TASK TO COMPLETE: Could you copy every line of the data that contains the word "bottom"?

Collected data
□ □ □

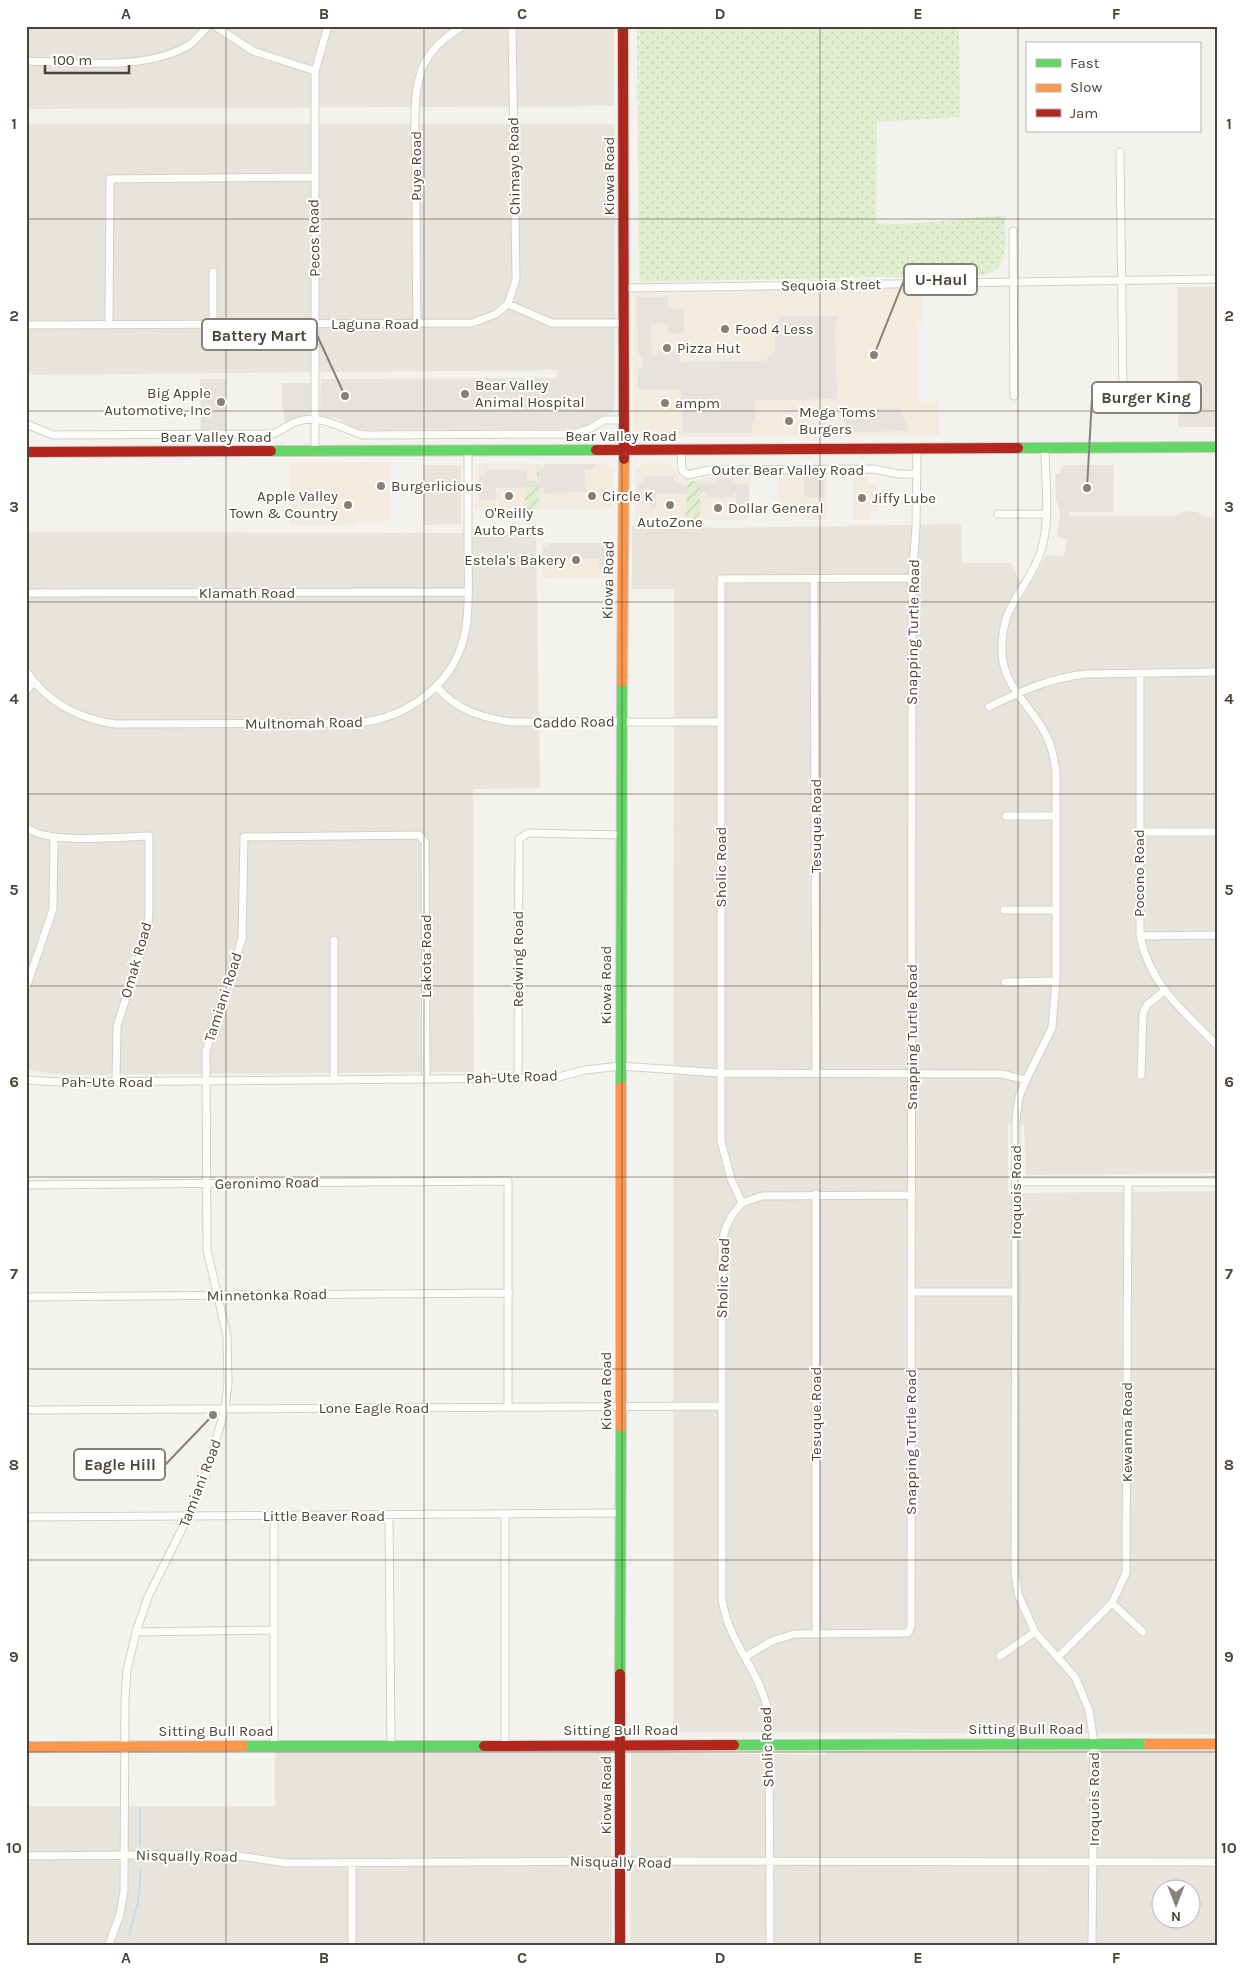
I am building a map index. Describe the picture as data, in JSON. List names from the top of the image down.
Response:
{
  "streets": {
    "street": [
      "Puye Road",
      "Chimayo Road",
      "Kiowa Road",
      "Pecos Road",
      "Sequoia Street",
      "Laguna Road",
      "Bear Valley Road",
      "Outer Bear Valley Road",
      "Klamath Road",
      "Snapping Turtle Road",
      "Caddo Road",
      "Multnomah Road",
      "Tesuque Road",
      "Sholic Road",
      "Pocono Road",
      "Lakota Road",
      "Redwing Road",
      "Omak Road",
      "Tamiani Road",
      "Pah-Ute Road",
      "Geronimo Road",
      "Iroquois Road",
      "Minnetonka Road",
      "Lone Eagle Road",
      "Kewanna Road",
      "Little Beaver Road",
      "Sitting Bull Road",
      "Nisqually Road"
    ]
  },
  "crossings": [
    ["Puye Road", "Laguna Road"],
    ["Chimayo Road", "Laguna Road"],
    ["Kiowa Road", "Sequoia Street"],
    ["Kiowa Road", "Bear Valley Road"],
    ["Kiowa Road", "Caddo Road"],
    ["Kiowa Road", "Redwing Road"],
    ["Kiowa Road", "Pah-Ute Road"],
    ["Kiowa Road", "Lone Eagle Road"],
    ["Kiowa Road", "Little Beaver Road"],
    ["Kiowa Road", "Sitting Bull Road"],
    ["Kiowa Road", "Nisqually Road"],
    ["Pecos Road", "Laguna Road"],
    ["Pecos Road", "Bear Valley Road"],
    ["Bear Valley Road", "Outer Bear Valley Road"],
    ["Bear Valley Road", "Snapping Turtle Road"],
    ["Bear Valley Road", "Multnomah Road"],
    ["Bear Valley Road", "Iroquois Road"],
    ["Outer Bear Valley Road", "Snapping Turtle Road"],
    ["Klamath Road", "Multnomah Road"],
    ["Snapping Turtle Road", "Tesuque Road"],
    ["Snapping Turtle Road", "Pah-Ute Road"],
    ["Caddo Road", "Multnomah Road"],
    ["Caddo Road", "Sholic Road"],
    ["Tesuque Road", "Sholic Road"],
    ["Tesuque Road", "Pah-Ute Road"],
    ["Sholic Road", "Pah-Ute Road"],
    ["Sholic Road", "Lone Eagle Road"],
    ["Sholic Road", "Sitting Bull Road"],
    ["Sholic Road", "Nisqually Road"],
    ["Lakota Road", "Tamiani Road"],
    ["Lakota Road", "Pah-Ute Road"],
    ["Redwing Road", "Pah-Ute Road"],
    ["Omak Road", "Pah-Ute Road"],
    ["Tamiani Road", "Pah-Ute Road"],
    ["Tamiani Road", "Geronimo Road"],
    ["Tamiani Road", "Minnetonka Road"],
    ["Tamiani Road", "Lone Eagle Road"],
    ["Tamiani Road", "Little Beaver Road"],
    ["Tamiani Road", "Sitting Bull Road"],
    ["Tamiani Road", "Nisqually Road"],
    ["Pah-Ute Road", "Iroquois Road"],
    ["Geronimo Road", "Minnetonka Road"],
    ["Iroquois Road", "Kewanna Road"],
    ["Iroquois Road", "Sitting Bull Road"],
    ["Iroquois Road", "Nisqually Road"]
  ],
  "places": [
    "Food 4 Less",
    "Pizza Hut",
    "U-Haul",
    "Bear Valley Animal Hospital",
    "Battery Mart",
    "Big Apple Automotive, Inc",
    "ampm",
    "Mega Toms Burgers",
    "Burgerlicious",
    "Burger King",
    "O'Reilly Auto Parts",
    "Circle K",
    "Jiffy Lube",
    "Apple Valley Town & Country",
    "AutoZone",
    "Dollar General",
    "Estela's Bakery",
    "Eagle Hill"
  ],
  "legend": ["Fast", "Slow", "Jam"],
  "scale_bar": "100 m",
  "north": "bottom",
  "grid": {
    "columns": [
      "A",
      "B",
      "C",
      "D",
      "E",
      "F"
    ],
    "rows": [
      "1",
      "2",
      "3",
      "4",
      "5",
      "6",
      "7",
      "8",
      "9",
      "10"
    ]
  }
}
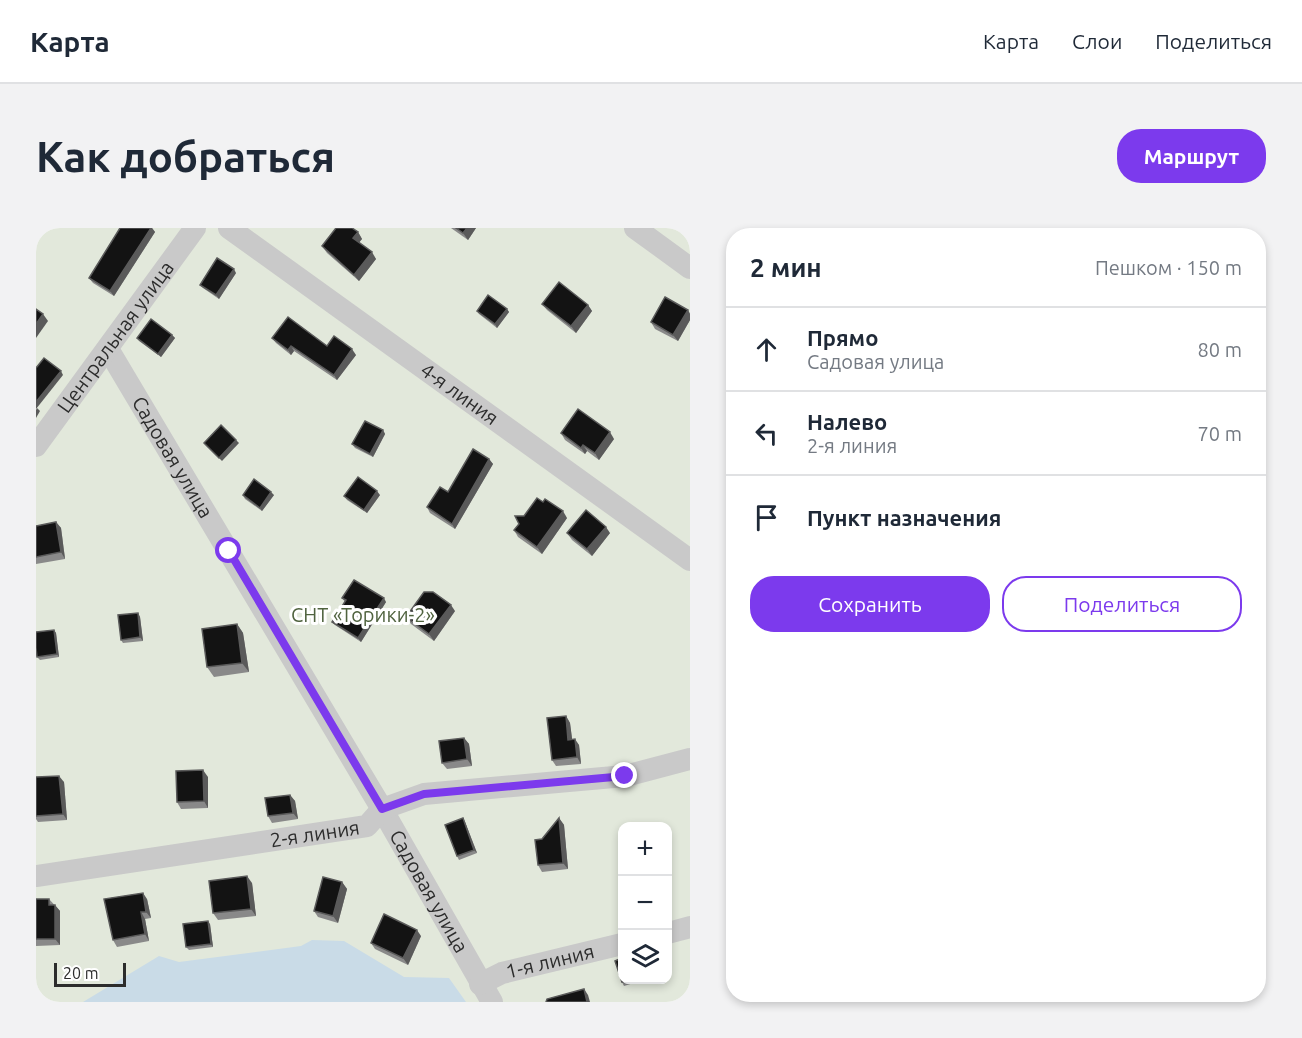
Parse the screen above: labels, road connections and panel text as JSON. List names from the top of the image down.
{
  "streets": {
    "street": [
      "Центральная улица",
      "4-я линия",
      "Садовая улица",
      "2-я линия",
      "1-я линия"
    ]
  },
  "crossings": [
    ["Центральная улица", "Садовая улица"],
    ["Садовая улица", "2-я линия"],
    ["Садовая улица", "1-я линия"]
  ],
  "parks": ["СНТ «Торики-2»"],
  "scale_bar": "20 m",
  "page": {
    "header": "Карта",
    "nav": ["Карта", "Слои", "Поделиться"],
    "buttons": [
      "Маршрут",
      ["Сохранить", "Поделиться"]
    ],
    "title": "Как добраться",
    "heading": ["2 мин", "Пешком · 150 m"],
    "list": [
      ["Прямо", "Садовая улица", "80 m"],
      ["Налево", "2-я линия", "70 m"],
      "Пункт назначения"
    ],
    "map_buttons": ["+", "−"],
    "scale": "20 m"
  }
}
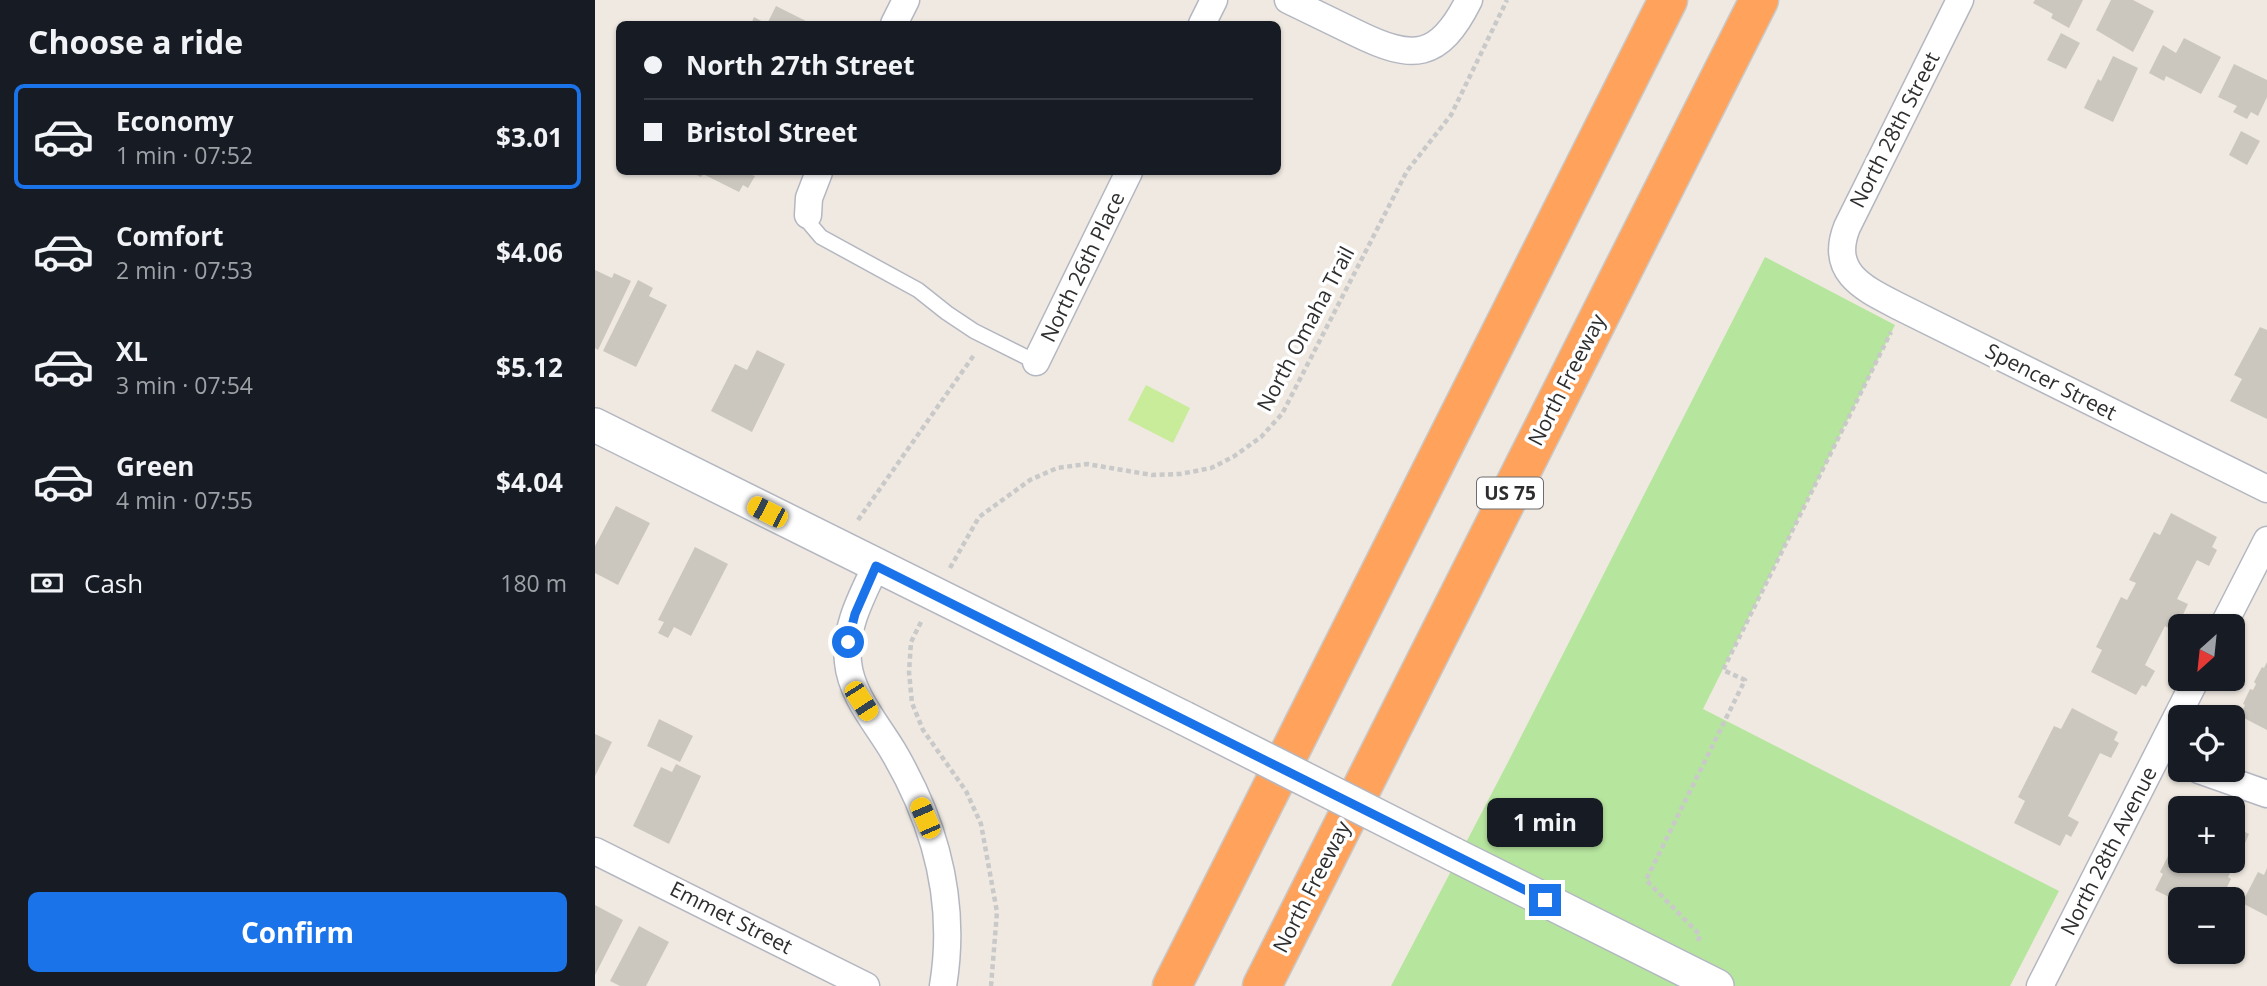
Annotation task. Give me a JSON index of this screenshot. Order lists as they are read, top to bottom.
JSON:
{
  "streets": {
    "highway": ["North Freeway", "US 75"],
    "street": [
      "North 28th Street",
      "North 26th Place",
      "Spencer Street",
      "North 28th Avenue",
      "Emmet Street"
    ],
    "path": ["North Omaha Trail"]
  },
  "crossings": [
    ["North 28th Street", "Spencer Street"]
  ],
  "north": "bottom left",
  "page": {
    "heading": "Choose a ride",
    "banner": ["North 27th Street", "Bristol Street"],
    "list": [
      {
        "name": "Economy",
        "note": "1 min · 07:52",
        "value": "$3.01"
      },
      {
        "name": "Comfort",
        "note": "2 min · 07:53",
        "value": "$4.06"
      },
      {
        "name": "XL",
        "note": "3 min · 07:54",
        "value": "$5.12"
      },
      {
        "name": "Green",
        "note": "4 min · 07:55",
        "value": "$4.04"
      }
    ],
    "pay": ["Cash", "180 m"],
    "map_buttons": ["+", "−"],
    "bubble": "1 min",
    "buttons": "Confirm"
  }
}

□ □ □

EXPECTED ANSWER:
  "north": "bottom",
Annotation task. Give me a JSON index of this screenshot. Order lists as they are read, top to bottom.
  "north": "bottom left",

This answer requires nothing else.